Armed with this information I stumbled on this forum post and discovered I am not alone in this. There apparently is a bug with FreeBSD 10.1 and the virtIO network drivers used by Xen, KVM, and others that causes it to miscalculate checksums, resulting in either dropped or very slow packets (I experienced both.)

The solution is to disable tx checksum offloading on both the PFsense side and the hypervisor side. In pfSense this is done by going to System / Advanced / Networking and checking “Disable hardware checksum offload”

To accomplish this on the xenserver side, follow tdslot’s instructions from the forum post linked above, replacing vm-name-label with the name of your pfSense VM:

Find your PFsense VM network VIF UUID’s:

[root@xen ~]# xe vif-list vm-name-label="RT-OPN-01"
uuid ( RO)            : 08fa59ac-14e5-f087-39bc-5cc2888cd5f8
...
...
...
uuid ( RO)            : 799fa8f4-561d-1b66-4359-18000c1c179f

Then modify those VIF UUID’s captured above with the following settings (discovered thanks to this post)

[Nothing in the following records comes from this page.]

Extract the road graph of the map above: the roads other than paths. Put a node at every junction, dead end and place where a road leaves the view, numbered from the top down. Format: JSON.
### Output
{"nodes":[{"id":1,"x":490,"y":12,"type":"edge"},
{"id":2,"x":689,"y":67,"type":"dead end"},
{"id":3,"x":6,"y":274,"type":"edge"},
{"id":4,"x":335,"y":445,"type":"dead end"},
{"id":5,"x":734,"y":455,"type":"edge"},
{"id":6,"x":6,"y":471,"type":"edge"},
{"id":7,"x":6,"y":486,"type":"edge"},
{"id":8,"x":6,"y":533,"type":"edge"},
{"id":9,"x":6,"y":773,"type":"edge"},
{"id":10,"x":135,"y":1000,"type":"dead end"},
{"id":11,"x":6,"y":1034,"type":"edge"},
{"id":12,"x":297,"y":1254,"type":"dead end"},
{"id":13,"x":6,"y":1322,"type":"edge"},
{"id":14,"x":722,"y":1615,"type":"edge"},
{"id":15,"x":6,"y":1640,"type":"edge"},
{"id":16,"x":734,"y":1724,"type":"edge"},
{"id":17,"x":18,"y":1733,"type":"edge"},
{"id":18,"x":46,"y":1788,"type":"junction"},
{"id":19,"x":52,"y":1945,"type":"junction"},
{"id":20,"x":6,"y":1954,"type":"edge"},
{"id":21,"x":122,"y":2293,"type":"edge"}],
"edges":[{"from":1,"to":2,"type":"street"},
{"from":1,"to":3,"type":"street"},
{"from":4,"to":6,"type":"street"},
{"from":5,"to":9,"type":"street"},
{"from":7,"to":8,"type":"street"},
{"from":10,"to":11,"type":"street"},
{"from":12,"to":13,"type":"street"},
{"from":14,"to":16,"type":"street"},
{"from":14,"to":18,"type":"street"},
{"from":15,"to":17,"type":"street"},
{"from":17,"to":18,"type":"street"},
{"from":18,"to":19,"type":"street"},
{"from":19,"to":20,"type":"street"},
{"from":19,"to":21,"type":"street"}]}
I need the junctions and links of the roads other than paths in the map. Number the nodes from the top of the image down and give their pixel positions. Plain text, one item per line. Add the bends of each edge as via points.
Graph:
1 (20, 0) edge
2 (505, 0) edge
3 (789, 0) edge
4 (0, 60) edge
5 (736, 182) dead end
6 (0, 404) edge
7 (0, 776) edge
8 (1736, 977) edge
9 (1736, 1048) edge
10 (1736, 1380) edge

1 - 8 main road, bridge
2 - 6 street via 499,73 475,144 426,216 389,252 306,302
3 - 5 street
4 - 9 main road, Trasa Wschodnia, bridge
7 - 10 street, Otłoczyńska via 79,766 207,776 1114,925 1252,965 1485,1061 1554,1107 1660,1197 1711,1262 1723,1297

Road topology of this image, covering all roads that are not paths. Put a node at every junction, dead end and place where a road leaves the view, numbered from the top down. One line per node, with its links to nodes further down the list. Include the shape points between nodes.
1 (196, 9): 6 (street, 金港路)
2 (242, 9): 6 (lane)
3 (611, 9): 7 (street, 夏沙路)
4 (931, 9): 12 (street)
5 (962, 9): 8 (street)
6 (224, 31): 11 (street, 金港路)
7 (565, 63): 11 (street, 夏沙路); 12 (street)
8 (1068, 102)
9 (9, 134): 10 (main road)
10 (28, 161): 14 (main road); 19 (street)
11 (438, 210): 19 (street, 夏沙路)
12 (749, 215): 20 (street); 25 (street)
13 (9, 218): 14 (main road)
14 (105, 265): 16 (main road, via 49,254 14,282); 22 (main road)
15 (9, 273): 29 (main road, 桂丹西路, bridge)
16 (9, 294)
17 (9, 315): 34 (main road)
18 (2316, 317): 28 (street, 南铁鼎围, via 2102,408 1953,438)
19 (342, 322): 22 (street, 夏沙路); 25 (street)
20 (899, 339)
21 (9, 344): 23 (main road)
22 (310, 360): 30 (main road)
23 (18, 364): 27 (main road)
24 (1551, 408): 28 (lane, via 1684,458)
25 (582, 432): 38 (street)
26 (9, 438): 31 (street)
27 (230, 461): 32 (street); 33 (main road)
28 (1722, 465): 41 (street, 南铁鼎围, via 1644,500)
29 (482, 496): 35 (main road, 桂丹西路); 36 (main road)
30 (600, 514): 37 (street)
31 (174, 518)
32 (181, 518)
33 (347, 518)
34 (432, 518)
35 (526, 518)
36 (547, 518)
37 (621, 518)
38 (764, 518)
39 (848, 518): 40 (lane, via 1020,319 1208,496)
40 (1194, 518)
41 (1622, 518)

  • other-config:ethtool-gso=”off”
  • other-config:ethtool-ufo=”off”
  • other-config:ethtool-tso=”off”
  • other-config:ethtool-sg=”off”
  • other-config:ethtool-tx=”off”
  • other-config:ethtool-rx=”off”
xe vif-param-set uuid=08fa59ac-14e5-f087-39bc-5cc2888cd5f8 other-config:ethtool-tx="off"
xe vif-param-set uuid=799fa8f4-561d-1b66-4359-18000c1c179f other-config:ethtool-tx="off"

Lastly, shutdown the VM and start it again (not reboot, must be a full shutdown and power on.)

It worked! NAT worked as expected and a little bit of my sanity was restored. I can now make the switch to pfSense.